3. Why can’t the Left take a joke?
Kathleen Stock at Unherd
on po-faced criticism
Comedian Chris Rock has just finished a brief UK tour in which he observed that “many people are very afraid of offending others these days”, writes Kathleen Stock at Unherd. “Presumably some comedians are even more afraid now, having seeing Will Smith slap Rock at the Oscars in March,” says Stock. “But even where the po-faced stop short of lamping the smart-arsed, it’s widely noted that there’s a growing societal intolerance towards offensive comedy.” She argues that the “progressive Left has moralised huge swathes of communication, both within comedy and beyond it”. Comedians now have one of two choices: “either avoid controversy like the plague or run happily towards it”. Stock says: “There’s not much in between, and comedy has lost some of its richness because of it.”

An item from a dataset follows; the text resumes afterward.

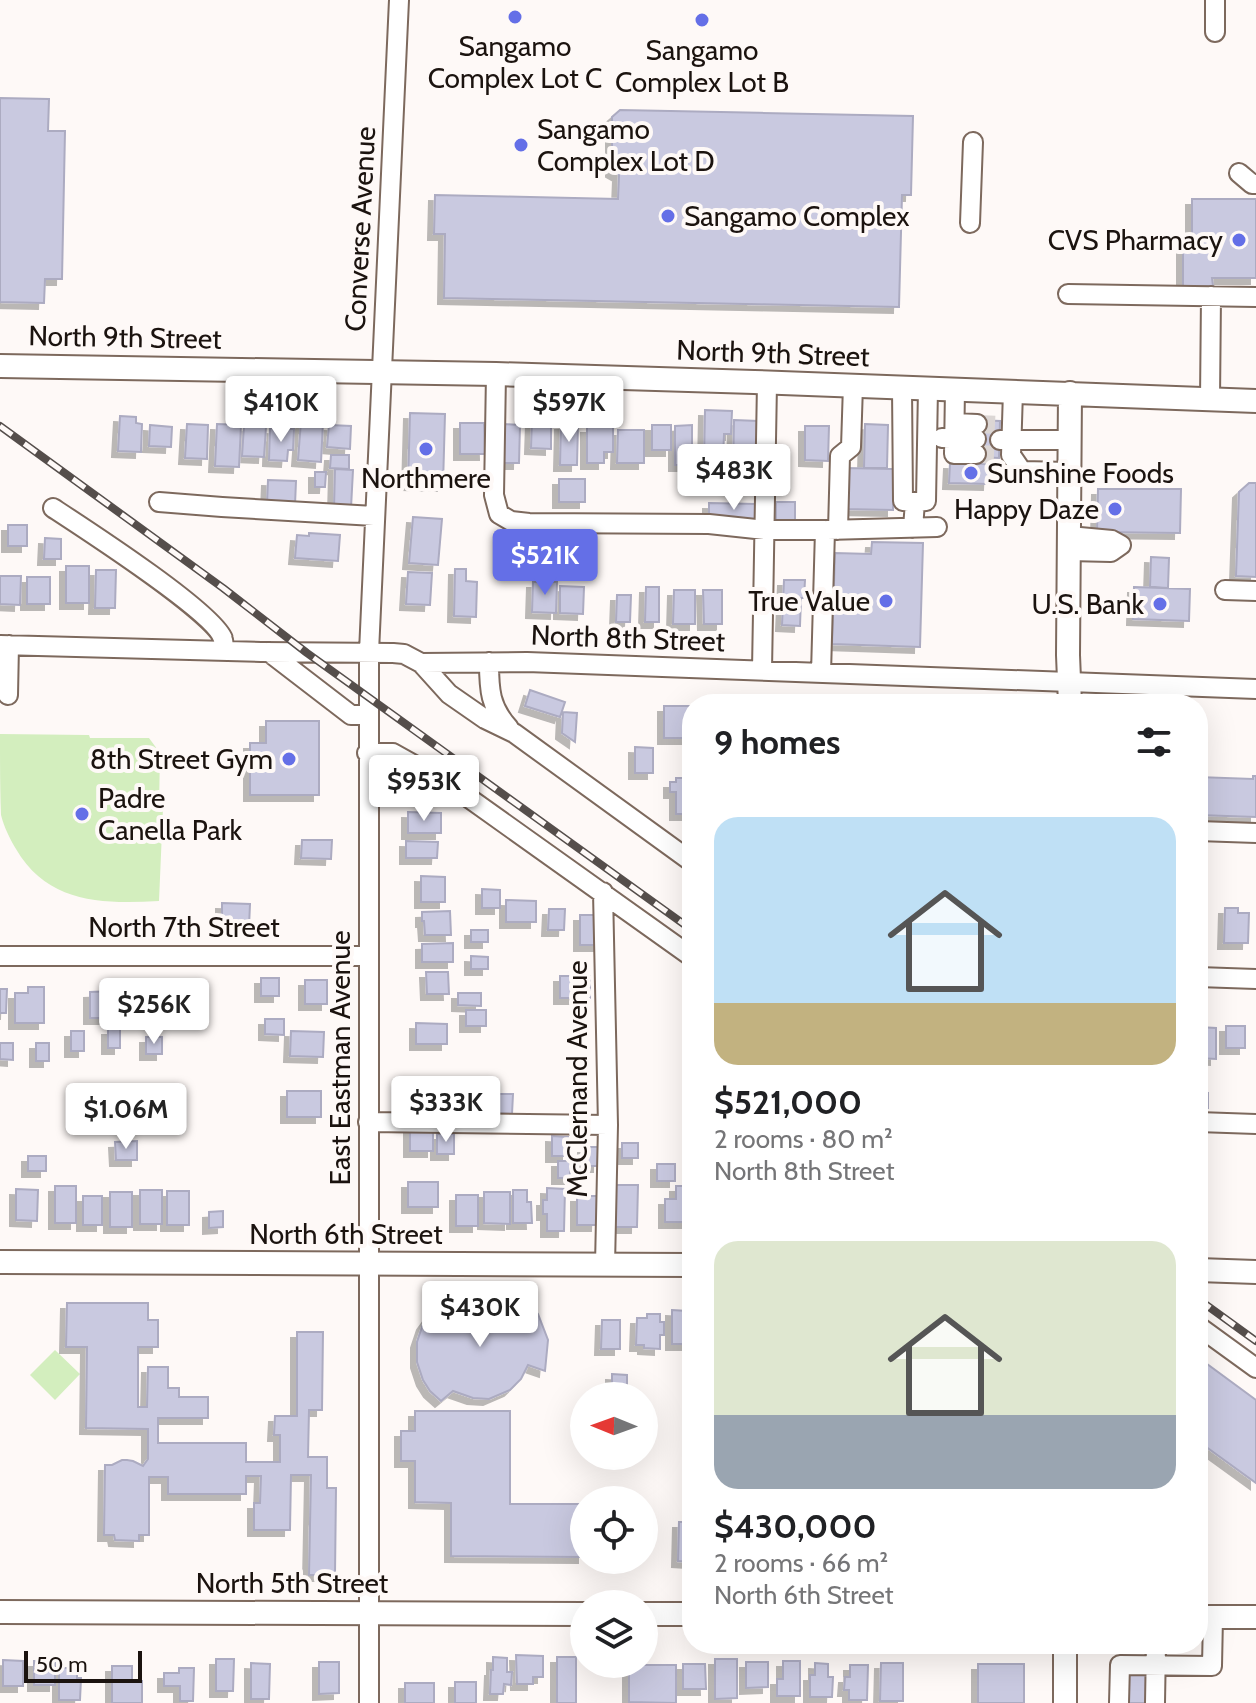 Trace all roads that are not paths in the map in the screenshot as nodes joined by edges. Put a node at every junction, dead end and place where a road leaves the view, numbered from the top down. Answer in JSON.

4. Women already know breastfeeding is good for babies, so stop shaming those who can’t
Jessica Barrett at i news
on a feeding frenzy
“The last couple of weeks have thrown up many very strong opinions about formula feeding, often from those who have never even had to make a choice about feeding their baby,” says Jessica Barrett for the i news site. A “terrifying” shortage of baby formula in the US due to a temporary closure of a Michigan factory over safety concerns has left families “desperate”, while the prices of baby products in the UK are rising, she says. This has led to some suggesting that “women should just ‘get lactating’ if they want to feed their babies, as if no one had ever thought of that”. Barrett says she was left feeling “severe shame” – “not to mention heartbreak” – when she was unable to fully breastfeed her own tongue-tied baby in his first weeks. “The US formula crisis has become yet another way that mothers are being shamed and criticised for extremely personal choices. As if the threat of being unable to get what you need to feed your child wasn’t bad enough.”
5. Ukraine war causes free speech headache in Italy
Fabrizio Tassinari and Miguel Poiares Maduro for Politico
on balanced media
There has been a “crescendo of problematic cases” on Italian TV since Russia’s invasion of Ukraine, write Fabrizio Tassinari, executive director of the School of Transnational Governance at the European University Institute, and Miguel Poiares Maduro, chair of the European Digital Media Observatory, at Politico. Programmes “have hosted Russian ‘journalists’ or official representatives as guests, side by side with Italian experts holding the opposite positions, arguing with negligible moderation”. Yes, “pluralism and free speech are fundamental to democracy”, they say. But democracy also “demands evidence-based truth, and confusing the need to guarantee pluralism with that of giving equal credibility and authority to all opinions is a mistake”. The requirement for the media to report on both sides should not be confused with the “attribution of equal space and treatment”. That would be akin to demanding a programme on the Holocaust “must feature an honored historian debating alongside a Holocaust denier”. In Italy, say Tassinari and Maduro, “this false equivalence has come dangerously close to reality”.